Good heavens no! The wt103 LM is far far more than a word embedding. I discuss this in the lesson, so try watching it again if you have a chance, and let us know what you find.
Sorry, I meant the encoding layer,
0.encoder.weight, not the whole language model. We do a bunch of shuffling around of the weights so that the embeddings are right for the IMDB word integers. If the embedding is not that important, why not just initialize it to random and train it up?
I think that’s what you are suggesting for e.g. Malayalam: don’t bother using a pre-trained encoding, just train it up. I’m trying to square that with us bothering to use the pre-trained encoding for English in
imdb.py. What is different?
I think you still benefits if you start from a pre-trained weight. Just like what we do for transfer learning in computer vision? You first fine-tune the last layer and then train the whole model.

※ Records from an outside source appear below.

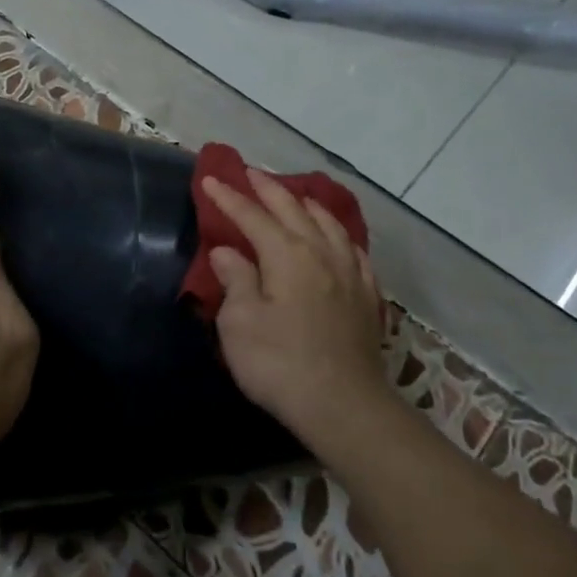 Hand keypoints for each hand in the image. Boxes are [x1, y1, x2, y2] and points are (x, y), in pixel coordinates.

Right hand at [203, 170, 391, 449]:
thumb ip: (235, 280)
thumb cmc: (280, 363)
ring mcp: (349, 273)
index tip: (210, 180)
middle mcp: (321, 253)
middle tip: (251, 172)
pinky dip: (339, 234)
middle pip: (294, 210)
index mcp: (287, 255)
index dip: (229, 197)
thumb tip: (228, 251)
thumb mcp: (240, 323)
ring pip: (329, 224)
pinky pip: (354, 250)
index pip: (252, 216)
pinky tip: (338, 238)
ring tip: (295, 196)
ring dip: (307, 205)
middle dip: (269, 189)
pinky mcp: (366, 296)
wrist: (343, 404) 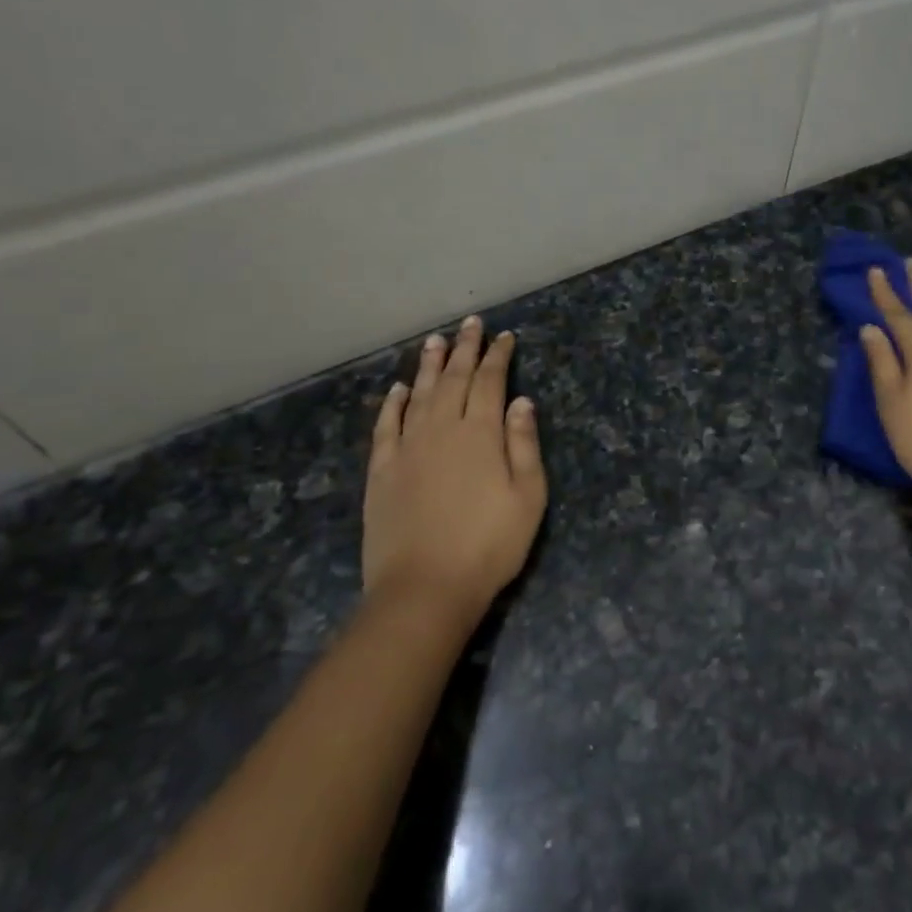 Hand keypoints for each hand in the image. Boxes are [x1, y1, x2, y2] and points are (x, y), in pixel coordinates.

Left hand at [362, 317, 546, 619]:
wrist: (424, 587)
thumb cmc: (489, 544)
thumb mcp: (528, 496)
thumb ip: (524, 444)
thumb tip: (522, 401)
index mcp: (481, 433)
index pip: (490, 382)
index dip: (498, 357)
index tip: (505, 337)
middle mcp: (442, 429)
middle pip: (453, 379)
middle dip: (464, 349)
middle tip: (470, 324)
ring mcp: (407, 448)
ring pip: (418, 394)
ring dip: (428, 366)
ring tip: (434, 340)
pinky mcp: (382, 470)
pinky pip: (386, 426)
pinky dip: (392, 404)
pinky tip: (397, 390) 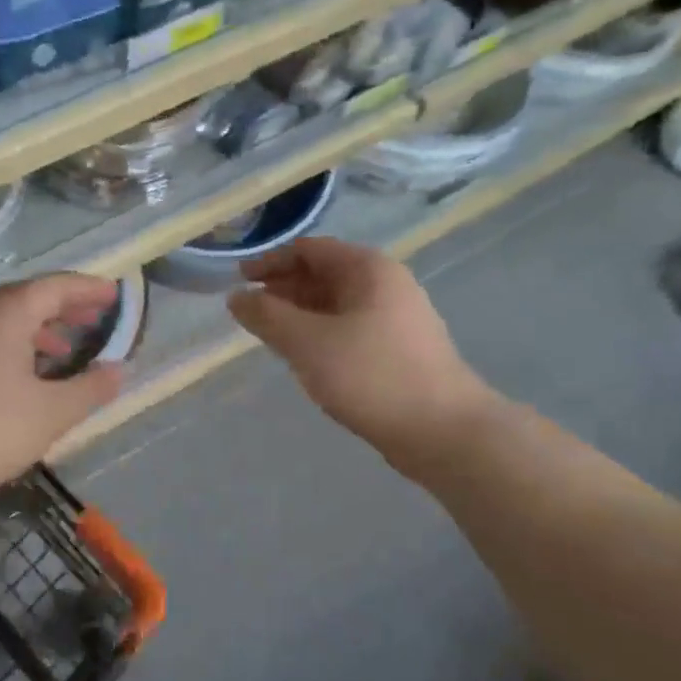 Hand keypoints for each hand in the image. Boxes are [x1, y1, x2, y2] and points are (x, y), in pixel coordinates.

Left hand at [0, 274, 124, 500]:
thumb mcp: (53, 413)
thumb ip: (91, 388)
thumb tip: (119, 370)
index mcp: (6, 315)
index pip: (53, 286)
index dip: (86, 289)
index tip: (113, 294)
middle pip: (25, 299)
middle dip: (63, 307)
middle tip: (94, 319)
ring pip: (1, 322)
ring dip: (37, 329)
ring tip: (63, 350)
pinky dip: (12, 347)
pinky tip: (21, 379)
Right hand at [227, 239, 495, 480]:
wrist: (443, 431)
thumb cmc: (372, 376)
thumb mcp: (309, 343)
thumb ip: (268, 316)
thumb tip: (236, 298)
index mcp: (368, 269)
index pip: (309, 249)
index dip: (270, 261)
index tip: (239, 281)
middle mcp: (386, 285)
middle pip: (324, 274)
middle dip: (284, 289)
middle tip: (249, 312)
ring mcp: (396, 319)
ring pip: (336, 305)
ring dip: (300, 315)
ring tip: (269, 336)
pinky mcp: (398, 351)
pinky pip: (349, 330)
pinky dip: (320, 335)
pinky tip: (305, 358) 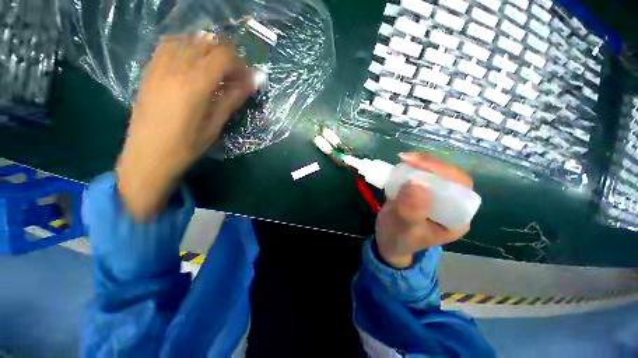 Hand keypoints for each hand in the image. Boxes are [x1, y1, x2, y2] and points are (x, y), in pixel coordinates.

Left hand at [116, 34, 253, 220]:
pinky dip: (186, 47)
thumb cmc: (186, 146)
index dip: (240, 64)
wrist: (147, 156)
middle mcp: (176, 67)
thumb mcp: (215, 125)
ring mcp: (159, 66)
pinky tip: (192, 63)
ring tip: (215, 68)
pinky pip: (168, 45)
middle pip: (207, 43)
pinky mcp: (149, 70)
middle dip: (227, 55)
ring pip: (188, 39)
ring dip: (207, 50)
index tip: (247, 79)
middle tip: (234, 75)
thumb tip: (252, 83)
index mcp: (196, 83)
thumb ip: (233, 99)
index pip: (224, 55)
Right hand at [375, 152, 473, 267]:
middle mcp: (452, 205)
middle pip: (450, 176)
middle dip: (430, 164)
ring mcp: (437, 197)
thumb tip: (416, 184)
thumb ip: (411, 211)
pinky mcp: (424, 190)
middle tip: (407, 159)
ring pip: (437, 172)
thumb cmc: (398, 239)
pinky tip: (403, 164)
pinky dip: (413, 166)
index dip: (443, 173)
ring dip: (421, 163)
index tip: (418, 165)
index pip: (460, 189)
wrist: (388, 240)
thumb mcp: (403, 229)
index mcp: (456, 219)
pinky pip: (423, 173)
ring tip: (403, 159) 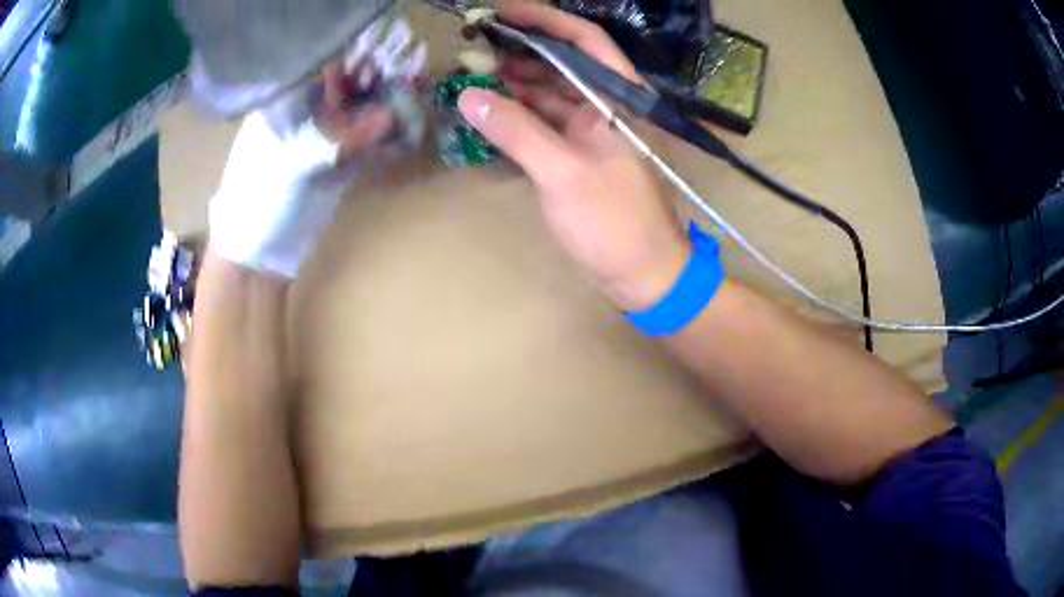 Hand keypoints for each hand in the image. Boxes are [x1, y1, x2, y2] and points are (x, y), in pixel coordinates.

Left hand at [209, 19, 424, 278]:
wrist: (258, 257)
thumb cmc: (258, 201)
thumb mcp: (291, 162)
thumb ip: (338, 136)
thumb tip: (389, 115)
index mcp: (283, 106)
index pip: (322, 70)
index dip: (354, 59)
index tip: (385, 53)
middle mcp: (304, 116)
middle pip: (346, 88)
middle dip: (376, 78)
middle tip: (410, 68)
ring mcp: (322, 141)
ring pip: (359, 114)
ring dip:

A embedding layer is trained with a shallow network, roughly speaking it is also a special pre-trained model that dropped the output layer with 1 layer left only. A pre-trained language model has more non-linearity and thus richer information it can represent.

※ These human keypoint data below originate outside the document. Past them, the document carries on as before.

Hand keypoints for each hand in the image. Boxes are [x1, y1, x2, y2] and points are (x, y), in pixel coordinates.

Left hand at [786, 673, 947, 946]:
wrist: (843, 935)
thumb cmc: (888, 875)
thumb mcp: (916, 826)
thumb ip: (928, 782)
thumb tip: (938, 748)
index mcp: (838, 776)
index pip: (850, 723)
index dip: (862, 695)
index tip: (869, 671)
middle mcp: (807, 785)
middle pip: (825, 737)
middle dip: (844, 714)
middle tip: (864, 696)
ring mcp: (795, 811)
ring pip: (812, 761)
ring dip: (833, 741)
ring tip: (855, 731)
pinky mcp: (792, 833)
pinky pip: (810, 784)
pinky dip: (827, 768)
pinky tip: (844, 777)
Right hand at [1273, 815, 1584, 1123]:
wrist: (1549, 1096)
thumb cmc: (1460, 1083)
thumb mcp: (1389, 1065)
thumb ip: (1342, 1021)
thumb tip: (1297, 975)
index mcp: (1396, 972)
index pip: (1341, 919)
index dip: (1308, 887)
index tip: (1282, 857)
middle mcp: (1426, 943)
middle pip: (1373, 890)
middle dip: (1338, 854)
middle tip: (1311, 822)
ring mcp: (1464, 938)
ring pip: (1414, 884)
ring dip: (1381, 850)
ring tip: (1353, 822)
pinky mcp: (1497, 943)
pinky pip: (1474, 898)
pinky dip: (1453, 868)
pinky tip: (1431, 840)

So why does @jeremy say not to bother with the Facebook pre-trained embeddings? I am genuinely confused here. It doesn’t seem like it would be a lot of work to bolt one on a model, yet he seems to say not to bother.
Ah thanks for explaining!
Because we’ve pre-trained a whole language model, the weights of each layer work closely together. We can’t just replace a layer with random weights and expect it to keep working.
The first layer is a linear layer that uses a one-hot encoded input - we call this an ‘embedding’. Since it’s just a regular layer, and it was part of a pre-trained model, we can’t initialize it to random weights.

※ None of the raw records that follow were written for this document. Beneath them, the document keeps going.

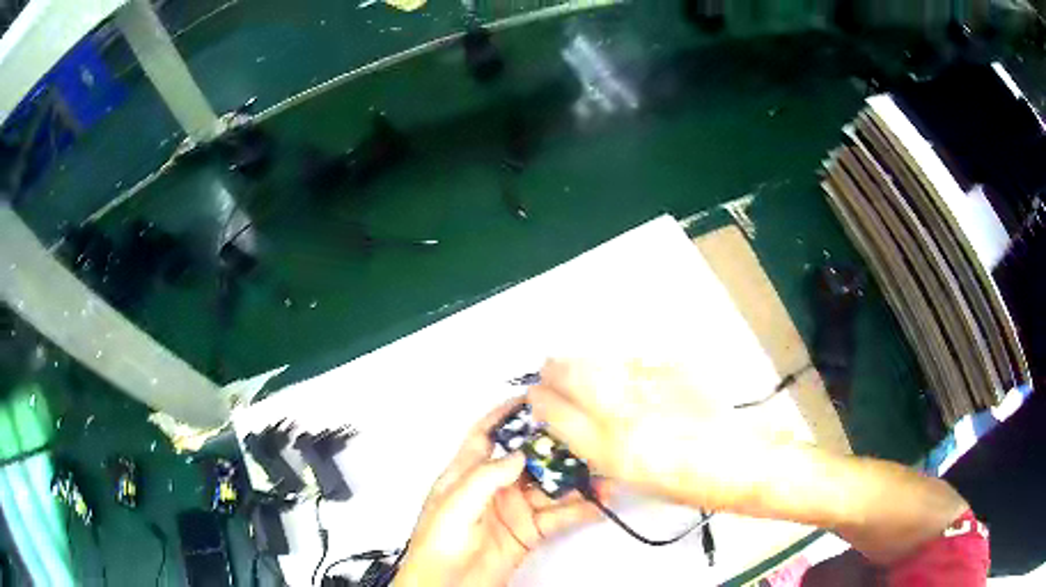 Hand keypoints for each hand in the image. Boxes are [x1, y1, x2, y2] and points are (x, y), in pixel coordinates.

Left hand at [394, 398, 605, 586]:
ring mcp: (514, 510)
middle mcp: (493, 488)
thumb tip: (518, 454)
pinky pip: (558, 516)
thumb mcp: (455, 506)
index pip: (486, 435)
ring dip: (576, 481)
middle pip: (529, 460)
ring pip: (550, 487)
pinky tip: (598, 502)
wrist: (446, 586)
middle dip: (555, 448)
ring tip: (602, 473)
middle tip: (584, 438)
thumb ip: (485, 477)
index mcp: (466, 474)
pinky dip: (580, 509)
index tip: (534, 397)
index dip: (506, 415)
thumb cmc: (437, 546)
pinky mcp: (529, 531)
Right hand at [528, 359, 770, 509]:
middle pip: (571, 374)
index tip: (536, 395)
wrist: (739, 460)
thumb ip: (601, 447)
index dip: (540, 401)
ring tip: (580, 363)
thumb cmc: (686, 483)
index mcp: (611, 451)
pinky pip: (636, 360)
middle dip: (554, 369)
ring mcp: (652, 387)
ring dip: (583, 361)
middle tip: (552, 368)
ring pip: (601, 360)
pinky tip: (628, 371)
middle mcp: (625, 415)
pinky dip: (622, 364)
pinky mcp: (675, 369)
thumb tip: (579, 419)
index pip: (556, 413)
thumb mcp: (632, 476) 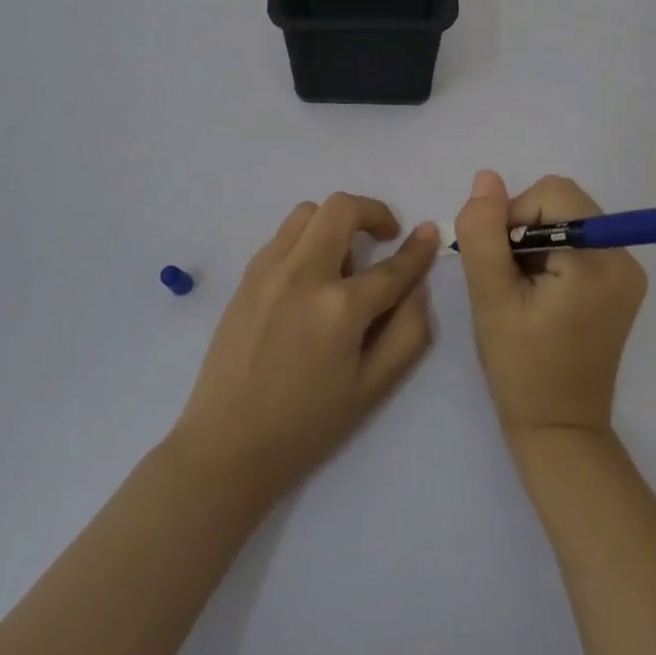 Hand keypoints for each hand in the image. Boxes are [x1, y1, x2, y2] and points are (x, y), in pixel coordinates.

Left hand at [172, 193, 438, 503]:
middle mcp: (303, 274)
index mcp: (339, 308)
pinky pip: (283, 236)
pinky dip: (306, 239)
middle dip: (372, 212)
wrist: (226, 446)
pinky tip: (310, 277)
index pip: (391, 267)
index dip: (418, 250)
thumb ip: (408, 332)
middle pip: (341, 208)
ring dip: (335, 222)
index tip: (428, 233)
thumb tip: (418, 286)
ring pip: (307, 212)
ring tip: (343, 260)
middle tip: (384, 237)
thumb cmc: (306, 426)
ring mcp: (268, 270)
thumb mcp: (373, 389)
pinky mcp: (246, 277)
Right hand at [455, 171, 647, 446]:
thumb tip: (486, 178)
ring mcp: (628, 272)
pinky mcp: (622, 284)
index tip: (500, 262)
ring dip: (537, 241)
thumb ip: (484, 233)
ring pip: (569, 219)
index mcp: (598, 261)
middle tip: (509, 277)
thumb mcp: (491, 297)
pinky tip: (540, 293)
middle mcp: (624, 258)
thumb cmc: (520, 367)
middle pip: (564, 202)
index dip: (515, 216)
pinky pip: (581, 241)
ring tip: (524, 289)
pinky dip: (553, 254)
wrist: (560, 429)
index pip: (552, 194)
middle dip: (526, 227)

However, our first layer weight matrix is incomplete - it doesn’t include entries for some of the words in our new (IMDB) corpus. Therefore we have to initialize these missing entries somehow.
This is largely orthogonal to your other question, which is: why don’t we use word vectors from something like word2vec in creating our initial pre-trained language model? And the answer is: our language model already will almost certainly have enough data that these won’t help at all. (They won’t hurt, mind you - it’s just an unnecessary complexity). Remember, stuff like word2vec were created using a linear model, and they weren’t created for our purpose, which is being the first layer of a language model.
So between the twin issues of already having enough data to not need word2vec, and that word2vec is a simple linear model not that related to our task, we wouldn’t expect them to help.
Does that explain things a bit better?
Sorry late to the party.
I speak Malayalam, and one of my intention of joining this course was to make AI tools/datasets available for Malayalam.
We dont have enough datasets available for Malayalam. Some of govt institutions and universities have it, but they dont open source it. We are yet to learn ‘open data’ culture.
Previously I used this tool https://github.com/facebookresearch/MUSE - from Facebook research to align monolingual word embeddings. Using it, you can align word embedding from one language to another language. I think it works too, I checked the word vectors cosine similarity between the word vectors, and could get good results between Hindi and Malayalam. I am yet to try an end-to-end deep learning model using it.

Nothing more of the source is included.